Stored items

******************************

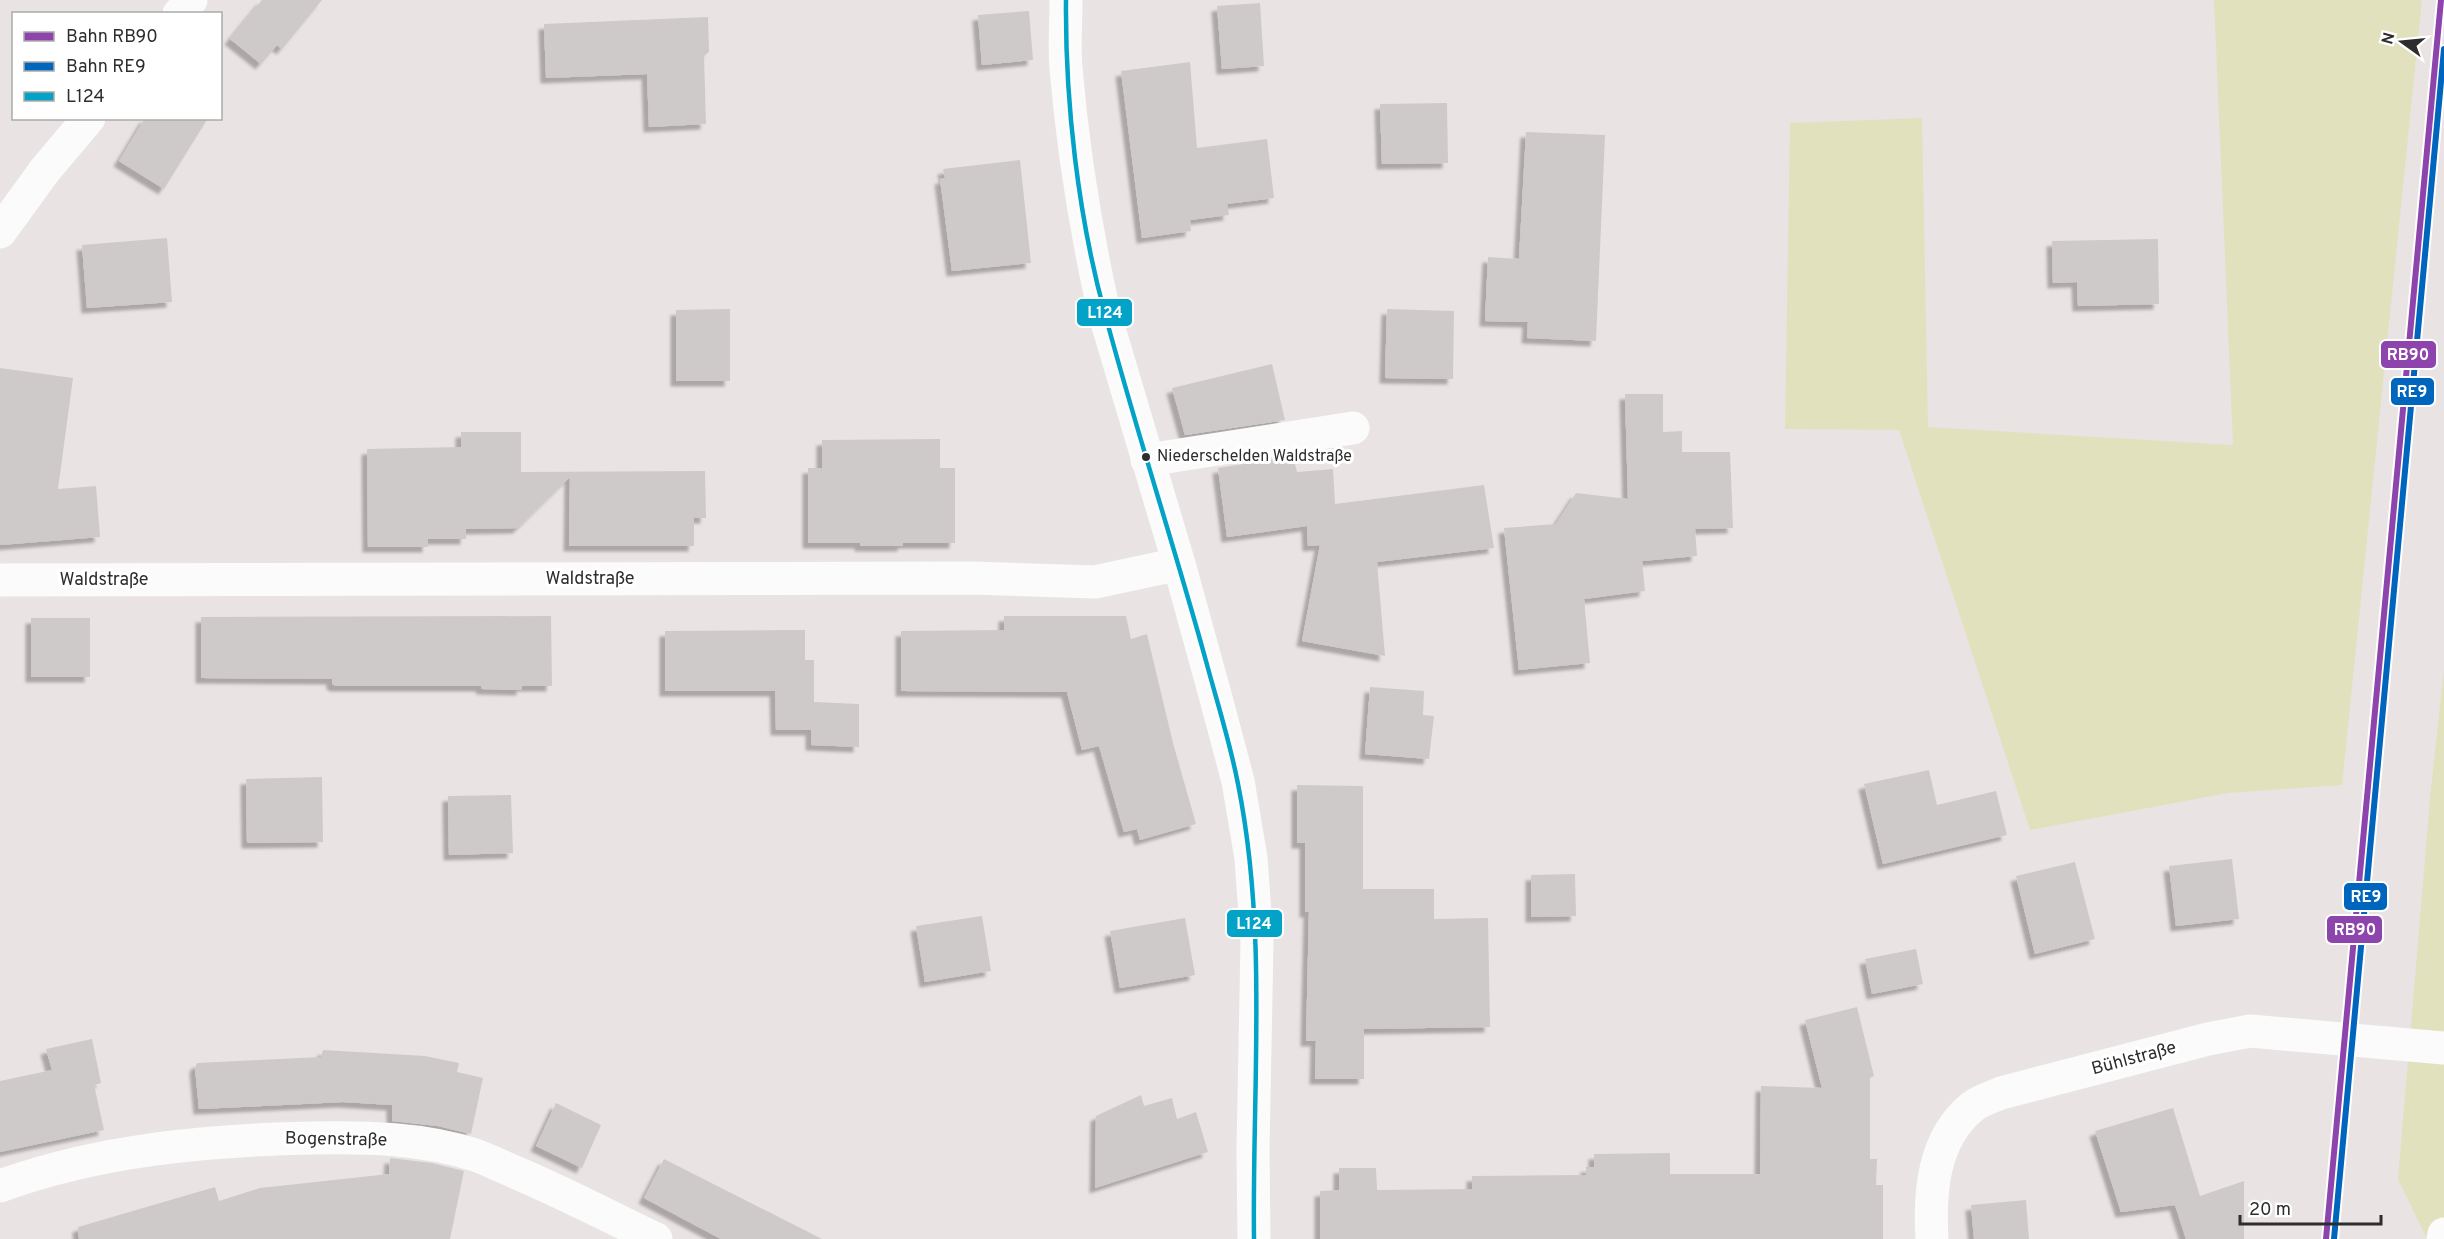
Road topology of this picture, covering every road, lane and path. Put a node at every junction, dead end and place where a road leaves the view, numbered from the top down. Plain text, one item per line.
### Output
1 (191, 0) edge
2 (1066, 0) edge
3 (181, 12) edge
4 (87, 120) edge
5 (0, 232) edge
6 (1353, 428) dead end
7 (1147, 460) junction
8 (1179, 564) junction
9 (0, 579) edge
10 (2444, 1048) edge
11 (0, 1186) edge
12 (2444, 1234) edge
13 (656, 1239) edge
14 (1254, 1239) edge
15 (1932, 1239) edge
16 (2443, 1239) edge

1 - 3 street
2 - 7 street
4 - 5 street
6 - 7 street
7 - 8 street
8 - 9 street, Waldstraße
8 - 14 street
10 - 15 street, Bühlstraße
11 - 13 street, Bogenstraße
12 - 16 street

******************************

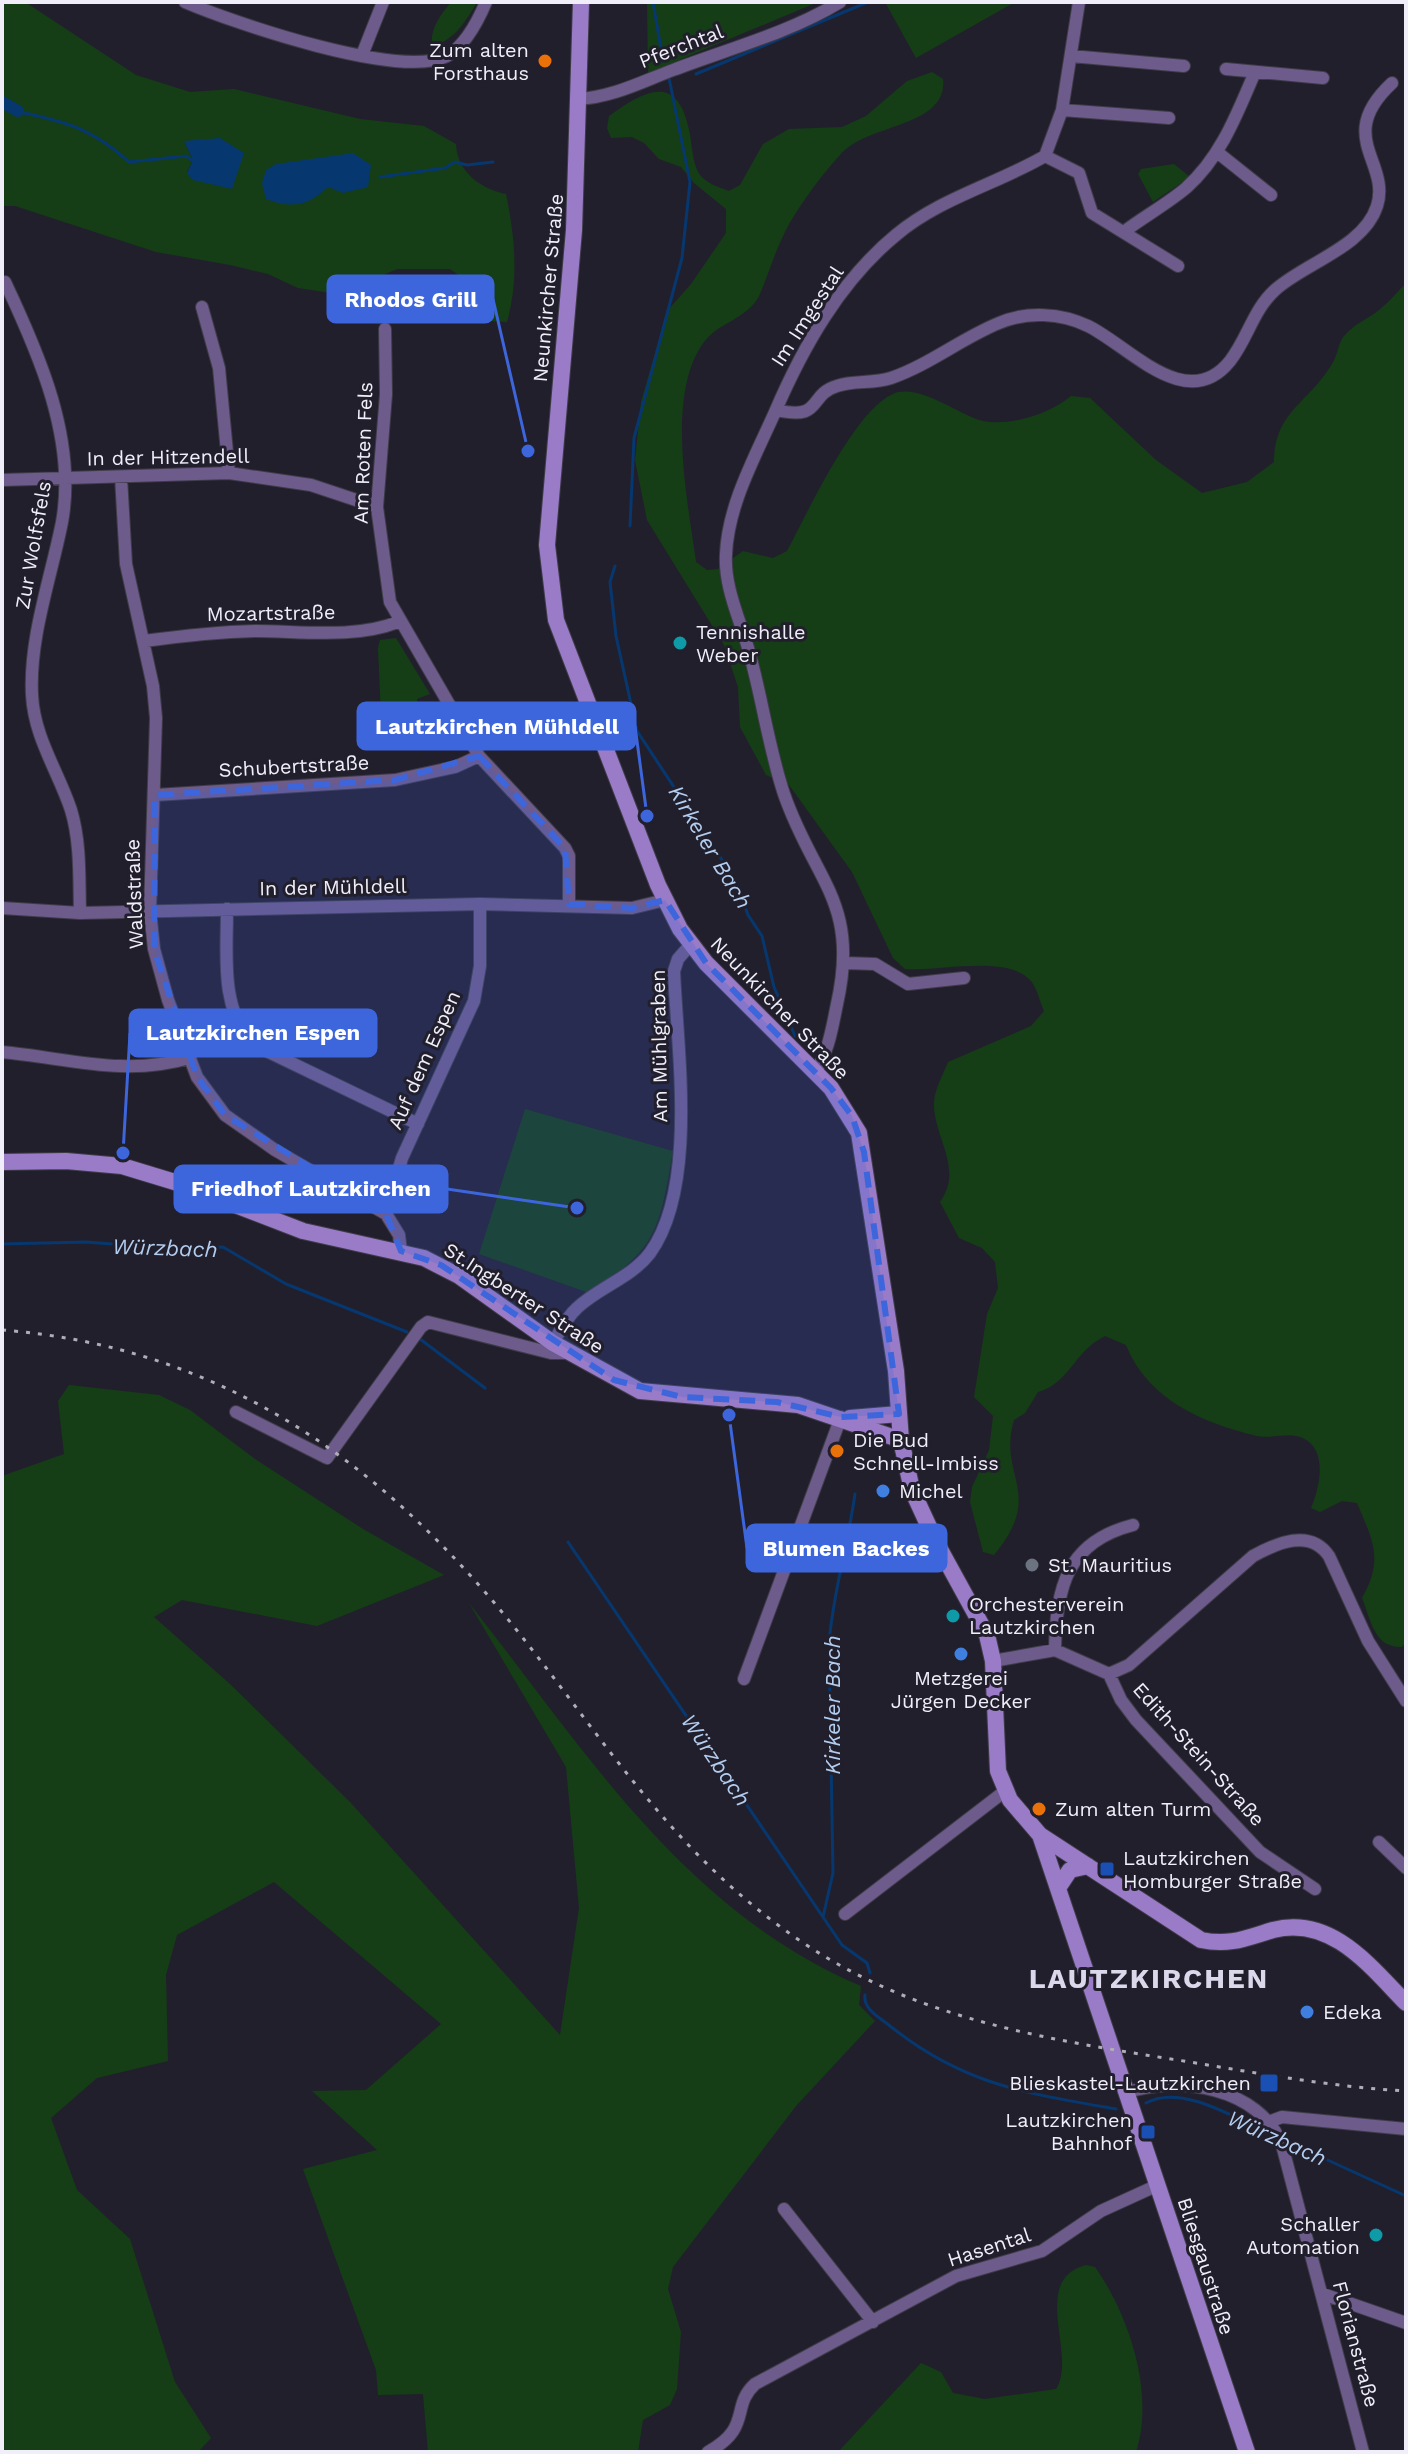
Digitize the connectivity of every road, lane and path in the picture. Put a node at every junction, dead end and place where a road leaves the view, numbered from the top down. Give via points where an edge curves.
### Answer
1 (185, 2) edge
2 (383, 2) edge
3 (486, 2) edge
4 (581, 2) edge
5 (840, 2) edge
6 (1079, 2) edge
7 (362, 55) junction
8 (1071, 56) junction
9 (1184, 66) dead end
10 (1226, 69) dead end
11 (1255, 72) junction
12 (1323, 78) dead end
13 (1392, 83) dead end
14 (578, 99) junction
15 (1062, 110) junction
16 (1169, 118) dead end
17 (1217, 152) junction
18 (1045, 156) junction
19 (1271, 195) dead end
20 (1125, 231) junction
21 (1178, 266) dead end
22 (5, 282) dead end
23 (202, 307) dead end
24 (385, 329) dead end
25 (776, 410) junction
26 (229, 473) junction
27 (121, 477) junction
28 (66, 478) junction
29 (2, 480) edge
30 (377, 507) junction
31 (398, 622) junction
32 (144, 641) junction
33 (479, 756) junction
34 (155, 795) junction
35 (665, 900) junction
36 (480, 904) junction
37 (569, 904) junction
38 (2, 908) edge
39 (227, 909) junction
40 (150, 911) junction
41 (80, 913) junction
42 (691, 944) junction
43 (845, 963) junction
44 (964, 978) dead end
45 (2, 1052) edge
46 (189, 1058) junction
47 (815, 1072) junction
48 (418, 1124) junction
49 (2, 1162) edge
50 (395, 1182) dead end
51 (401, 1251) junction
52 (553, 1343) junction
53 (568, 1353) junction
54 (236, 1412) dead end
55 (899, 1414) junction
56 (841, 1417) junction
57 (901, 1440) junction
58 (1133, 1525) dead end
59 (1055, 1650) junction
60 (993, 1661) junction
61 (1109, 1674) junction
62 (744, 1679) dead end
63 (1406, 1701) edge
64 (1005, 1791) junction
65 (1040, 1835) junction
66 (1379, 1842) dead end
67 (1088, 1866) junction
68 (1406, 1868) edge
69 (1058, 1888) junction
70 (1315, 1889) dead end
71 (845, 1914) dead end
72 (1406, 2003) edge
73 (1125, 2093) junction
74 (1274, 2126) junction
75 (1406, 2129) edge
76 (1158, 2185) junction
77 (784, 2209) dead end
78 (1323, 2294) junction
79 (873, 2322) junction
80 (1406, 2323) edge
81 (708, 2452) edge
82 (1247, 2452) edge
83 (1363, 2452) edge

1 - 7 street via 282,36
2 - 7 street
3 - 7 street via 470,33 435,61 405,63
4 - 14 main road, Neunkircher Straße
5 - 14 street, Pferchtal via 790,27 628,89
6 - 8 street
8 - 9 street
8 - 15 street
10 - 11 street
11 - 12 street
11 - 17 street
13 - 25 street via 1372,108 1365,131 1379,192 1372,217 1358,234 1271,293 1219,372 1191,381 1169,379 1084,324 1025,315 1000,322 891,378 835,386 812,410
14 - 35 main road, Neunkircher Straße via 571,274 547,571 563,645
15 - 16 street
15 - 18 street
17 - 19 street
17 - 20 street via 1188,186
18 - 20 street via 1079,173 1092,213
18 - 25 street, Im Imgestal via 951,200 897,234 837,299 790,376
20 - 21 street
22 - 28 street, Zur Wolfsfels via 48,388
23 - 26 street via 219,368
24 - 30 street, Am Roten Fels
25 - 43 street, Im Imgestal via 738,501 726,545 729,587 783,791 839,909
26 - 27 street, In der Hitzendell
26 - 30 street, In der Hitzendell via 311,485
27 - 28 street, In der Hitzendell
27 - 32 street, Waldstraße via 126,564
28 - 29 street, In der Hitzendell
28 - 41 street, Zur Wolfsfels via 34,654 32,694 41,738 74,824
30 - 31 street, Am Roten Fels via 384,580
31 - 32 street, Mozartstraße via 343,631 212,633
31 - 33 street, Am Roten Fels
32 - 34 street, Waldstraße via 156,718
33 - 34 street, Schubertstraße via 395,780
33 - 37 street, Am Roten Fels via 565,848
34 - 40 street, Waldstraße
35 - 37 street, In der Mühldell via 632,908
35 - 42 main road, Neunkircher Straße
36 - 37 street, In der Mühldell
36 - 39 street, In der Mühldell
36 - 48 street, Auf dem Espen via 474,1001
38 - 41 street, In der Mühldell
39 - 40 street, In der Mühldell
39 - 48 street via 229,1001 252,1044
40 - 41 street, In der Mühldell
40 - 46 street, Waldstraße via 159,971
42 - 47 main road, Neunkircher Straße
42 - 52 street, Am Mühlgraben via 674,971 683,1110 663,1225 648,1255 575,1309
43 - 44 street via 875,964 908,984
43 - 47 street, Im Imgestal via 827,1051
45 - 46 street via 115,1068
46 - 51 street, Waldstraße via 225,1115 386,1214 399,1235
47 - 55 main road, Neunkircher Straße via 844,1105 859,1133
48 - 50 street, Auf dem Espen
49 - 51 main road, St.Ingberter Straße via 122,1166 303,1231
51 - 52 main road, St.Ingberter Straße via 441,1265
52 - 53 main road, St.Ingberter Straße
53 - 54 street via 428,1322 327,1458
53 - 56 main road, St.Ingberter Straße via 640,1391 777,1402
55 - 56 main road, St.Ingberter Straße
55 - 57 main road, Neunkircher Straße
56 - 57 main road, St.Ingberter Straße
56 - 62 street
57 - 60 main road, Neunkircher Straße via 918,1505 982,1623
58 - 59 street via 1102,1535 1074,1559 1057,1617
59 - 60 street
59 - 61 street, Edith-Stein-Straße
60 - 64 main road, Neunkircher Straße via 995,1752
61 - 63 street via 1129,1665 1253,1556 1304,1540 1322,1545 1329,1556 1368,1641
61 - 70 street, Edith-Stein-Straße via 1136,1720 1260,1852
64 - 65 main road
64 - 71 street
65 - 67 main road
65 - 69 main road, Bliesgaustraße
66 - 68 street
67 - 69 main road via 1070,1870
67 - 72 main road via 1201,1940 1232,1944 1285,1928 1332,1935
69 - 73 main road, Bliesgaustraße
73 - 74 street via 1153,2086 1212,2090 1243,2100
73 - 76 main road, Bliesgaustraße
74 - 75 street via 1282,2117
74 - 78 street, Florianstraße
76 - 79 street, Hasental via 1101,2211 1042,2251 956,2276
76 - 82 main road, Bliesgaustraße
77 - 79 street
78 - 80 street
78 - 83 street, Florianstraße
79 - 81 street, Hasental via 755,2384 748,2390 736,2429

******************************

Gather all lines with the string "place" from the data.

Road topology of this picture, covering every road, lane and path. Put a node at every junction, dead end and place where a road leaves the view, numbered from the top down. Plain text, one item per line.
Digitize the connectivity of every road, lane and path in the picture. Put a node at every junction, dead end and place where a road leaves the view, numbered from the top down. Give via points where an edge curves.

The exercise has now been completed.